*** PROVIDED DATA Section Begins ***

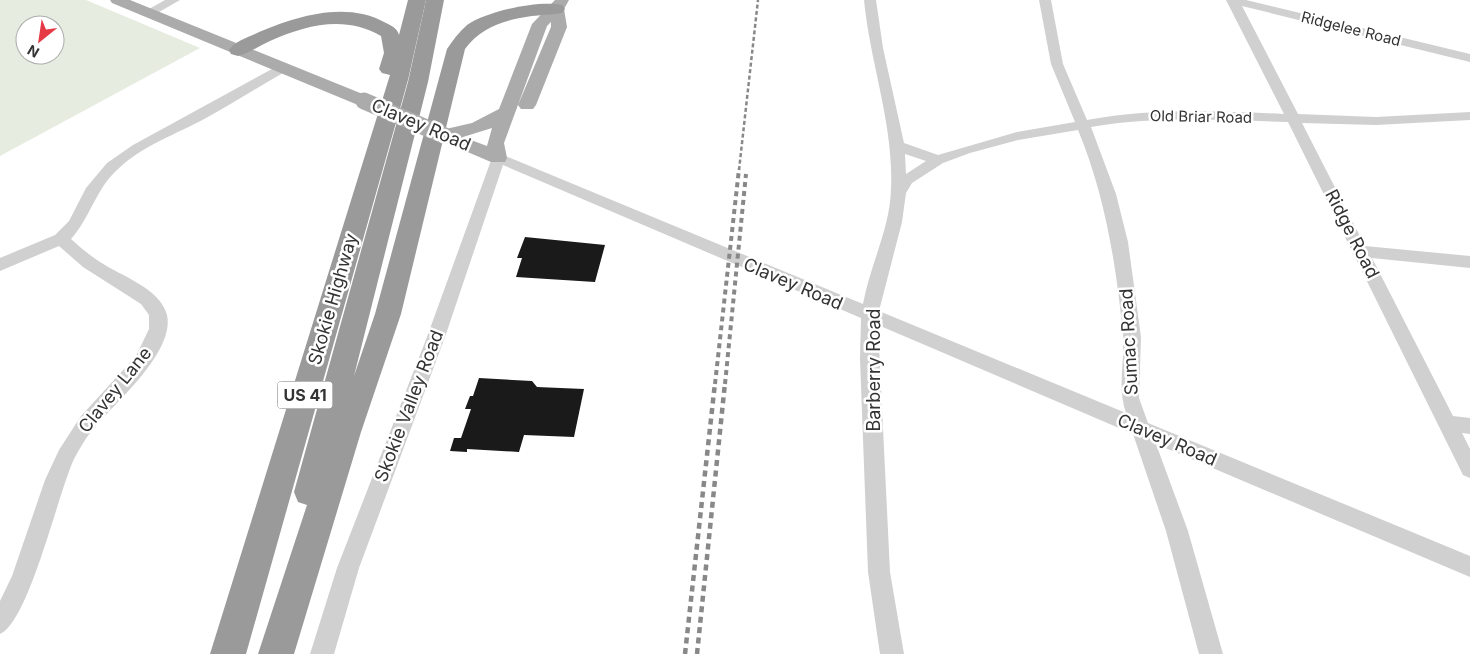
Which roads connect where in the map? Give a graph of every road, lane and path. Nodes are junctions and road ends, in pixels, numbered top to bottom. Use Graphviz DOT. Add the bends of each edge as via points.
graph roads {
  1 [pos="117,0"];
  2 [pos="174,0"];
  3 [pos="417,0"];
  4 [pos="435,0"];
  5 [pos="509,0"];
  6 [pos="870,0"];
  7 [pos="1045,0"];
  8 [pos="1233,0"];
  9 [pos="558,3"];
  10 [pos="302,4"];
  11 [pos="148,13"];
  12 [pos="278,27"];
  13 [pos="232,47"];
  14 [pos="1470,58"];
  15 [pos="282,67"];
  16 [pos="509,110"];
  17 [pos="1470,116"];
  18 [pos="1294,120"];
  19 [pos="1082,124"];
  20 [pos="443,135"];
  21 [pos="897,146"];
  22 [pos="498,158"];
  23 [pos="938,160"];
  24 [pos="899,192"];
  25 [pos="60,239"];
  26 [pos="1360,252"];
  27 [pos="346,256"];
  28 [pos="1470,262"];
  29 [pos="0,265"];
  30 [pos="870,316"];
  31 [pos="1447,424"];
  32 [pos="1470,426"];
  33 [pos="1141,430"];
  34 [pos="1470,469"];
  35 [pos="1470,567"];
  36 [pos="0,623"];
  37 [pos="228,654"];
  38 [pos="266,654"];
  39 [pos="276,654"];
  40 [pos="322,654"];
  41 [pos="892,654"];
  42 [pos="1211,654"];
  1 -- 11 [label="main road, Clavey Road"];
  2 -- 11 [label="street"];
  3 -- 27 [label="highway, Skokie Highway / US 41" via="398,80"];
  4 -- 38 [label="highway, Skokie Highway / US 41" via="413,103"];
  5 -- 9 [label="highway"];
  6 -- 21 [label="street, Barberry Road" via="876,49"];
  7 -- 19 [label="street, Sumac Road" via="1057,64"];
  8 -- 14 [label="street, Ridgelee Road"];
  8 -- 18 [label="street, Ridge Road"];
  9 -- 16 [label="main road, Skokie Valley Road" via="540,24"];
  9 -- 22 [label="main road, Skokie Valley Road" via="559,27 510,146"];
  9 -- 39 [label="highway" via="483,23 461,39 456,49 388,314 346,432"];
  10 -- 13 [label="highway"];
  11 -- 13 [label="main road, Clavey Road"];
  12 -- 13 [label="highway"];
  12 -- 15 [label="main road" via="261,44 265,53"];
  12 -- 27 [label="highway" via="306,18 341,14 370,19 390,33 393,53 353,195"];
  13 -- 15 [label="main road, Clavey Road"];
  15 -- 20 [label="main road, Clavey Road, bridge"];
  15 -- 25 [label="street" via="112,166 91,192 75,224"];
  16 -- 20 [label="main road" via="476,129"];
  16 -- 22 [label="main road, Skokie Valley Road" via="496,143"];
  17 -- 18 [label="street, Old Briar Road" via="1376,121"];
  18 -- 19 [label="street, Old Briar Road" via="1172,115"];
  18 -- 26 [label="street, Ridge Road"];
  19 -- 23 [label="street, Old Briar Road" via="1008,139"];
  19 -- 33 [label="street, Sumac Road" via="1108,194 1120,242 1132,337 1130,398"];
  20 -- 22 [label="main road, Clavey Road"];
  21 -- 23 [label="street"];
  21 -- 24 [label="street, Barberry Road"];
  22 -- 30 [label="street, Clavey Road"];
  22 -- 40 [label="street, Skokie Valley Road" via="436,337 348,568"];
  23 -- 24 [label="street, Old Briar Road" via="907,180"];
  24 -- 30 [label="street, Barberry Road"];
  25 -- 29 [label="street"];
  25 -- 36 [label="street, Clavey Lane" via="89,263 140,293 158,315 158,333 137,367 101,405 68,451 13,603"];
  26 -- 28 [label="street"];
  26 -- 31 [label="street, Ridge Road"];
  27 -- 37 [label="highway, Skokie Highway / US 41"];
  30 -- 33 [label="street, Clavey Road"];
  30 -- 41 [label="street, Barberry Road" via="880,590"];
  31 -- 32 [label="street"];
  31 -- 34 [label="street, Ridge Road"];
  33 -- 35 [label="street, Clavey Road"];
  33 -- 42 [label="street, Sumac Road" via="1176,531"];
}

*** PROVIDED DATA Section Ends ***

YOUR TASK: Determine how many lines above hold the word "Clavey", then give only that number.

ANSWER TO THIS PROBLEM: 9